On 17 January 2011, Bent submitted a transfer request, amid reports that Aston Villa had made a club-record £18 million bid for him, which was rejected. Villa then submitted an improved offer of £18 million, potentially rising to £24 million, which was then accepted. The following day, Bent completed his move to Villa and signed a four-and-a-half-year deal. He scored the winning goal on his debut against Manchester City in a 1–0 victory at Villa Park. Bent scored his second Villa goal in his third appearance for his team when he completed the full 90 minutes against Manchester United at Old Trafford in a 3–1 away defeat. Bent scored both of Villa's goals in their 2–1 away victory over Arsenal in the penultimate match of the season on 15 May. The first was a nicely crafted volley after he chested down a Kyle Walker chipped pass, with the second coming a few minutes later after a slip from Arsenal's Thomas Vermaelen allowed Ashley Young the time to thread a pass through the Gunners' defence and Bent to sidefoot home for 2–0. He finished the season with 9 goals in 16 Premier League appearances for Villa, becoming the club's joint top-scorer with Ashley Young, despite only joining in January. He was also the top English goalscorer in the Premier League and the fourth highest scorer overall that season with 17 goals, eight of which were scored for Sunderland.

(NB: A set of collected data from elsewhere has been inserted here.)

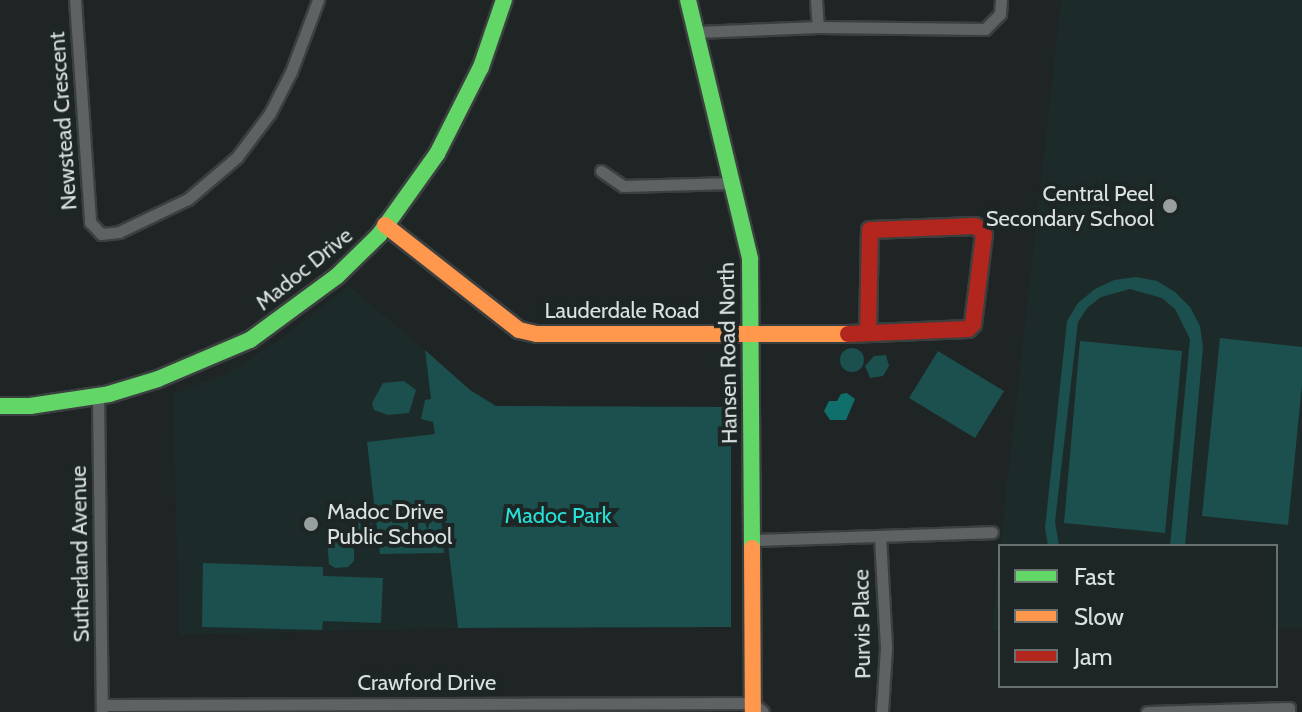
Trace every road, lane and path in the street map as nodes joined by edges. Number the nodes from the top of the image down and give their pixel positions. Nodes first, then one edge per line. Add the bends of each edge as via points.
1 (75, 0) edge
2 (318, 0) edge
3 (504, 0) edge
4 (688, 0) edge
5 (816, 0) edge
6 (1001, 0) edge
7 (818, 27) junction
8 (697, 32) junction
9 (601, 171) dead end
10 (733, 183) junction
11 (385, 225) junction
12 (868, 332) junction
13 (752, 333) junction
14 (98, 395) junction
15 (0, 406) edge
16 (992, 532) dead end
17 (880, 536) junction
18 (754, 540) junction
19 (601, 707) edge
20 (102, 708) edge
21 (756, 709) edge
22 (882, 712) edge
23 (1147, 712) edge
24 (1289, 712) edge

1 - 2 street, Newstead Crescent via 90,222 101,234 119,232 188,199 237,157 270,113
3 - 11 street, Madoc Drive via 481,67 437,154
4 - 8 street, Hansen Road North
5 - 7 street
6 - 7 street via 1000,14 985,29
7 - 8 street
8 - 10 street, Hansen Road North
9 - 10 street via 623,186
10 - 13 street, Hansen Road North via 750,259
11 - 13 street, Lauderdale Road via 519,330
11 - 14 street, Madoc Drive via 337,276 250,340 158,379
12 - 12 street, Lauderdale Road via 968,329 973,324 984,235 980,229 870,230
12 - 13 street, Lauderdale Road
13 - 18 street, Hansen Road North
14 - 15 street, Madoc Drive
14 - 20 street, Sutherland Avenue
16 - 17 street, Purvis Place
17 - 18 street, Purvis Place
17 - 22 street, Purvis Place via 886,648
18 - 21 street, Hansen Road North
19 - 20 street, Crawford Drive
19 - 21 street, Crawford Drive
23 - 24 street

In his first full season with Villa, Bent scored his first goal of the season against Blackburn Rovers in a 3–1 victory on 20 August 2011. In his first match against former club Sunderland, a 2–2 draw at the Stadium of Light on 29 October 2011, every time he received a touch on the ball, he was booed by the home support. Bent then suffered an injury during the match against Bolton and was out for the next few matches as a result. Bent caused controversy when a fan posted a picture and claimed the striker was out shopping while his teammates were losing 2–0 to Liverpool. It was later revealed Bent had been sent home to recover from his injury and afterwards he apologised to the Villa fans for his actions. After apologising, Villa manager Alex McLeish reacted angrily to the "conspiracy theory" over Bent's absence for Villa. This led to Bent having to deny a fall-out with McLeish. Bent made his return as a 78th-minute substitute in the match against Chelsea on 31 December 2011, scoring the third goal to seal a 3–1 win at Stamford Bridge. After not scoring in the next two matches, Bent went on a run by scoring in the next four matches for Villa, including his first FA Cup goal in a Villa shirt on 29 January 2012, against Arsenal in an eventual 3–2 defeat. Three days later, Bent scored his 100th Premier League goal as Villa came from behind to earn a 2–2 home draw against Queens Park Rangers. He was the 21st player to reach the milestone.

On 25 February 2012, in a match against Wigan Athletic, Bent landed awkwardly on his ankle after tangling with Antolín Alcaraz. He was stretchered off the pitch with what was thought to be a serious injury. This was confirmed two days later, after Bent had a scan on his ankle that revealed he had ruptured ligaments. He was out for three months which effectively ended his season with Villa and most likely his chance to play at UEFA Euro 2012. Bent had recovered from his injury by mid-May and was in contention for Villa's final match of 2011–12 against Norwich City but was ultimately left out. This also gave him the possibility of making new England manager Roy Hodgson's Euro 2012 England squad. Bent vowed to prove his fitness to Hodgson, in the hope he would be selected to play in the tournament. Bent once again finished as Villa's top scorer with 10 goals in 25 appearances and vowed to stay on at the club.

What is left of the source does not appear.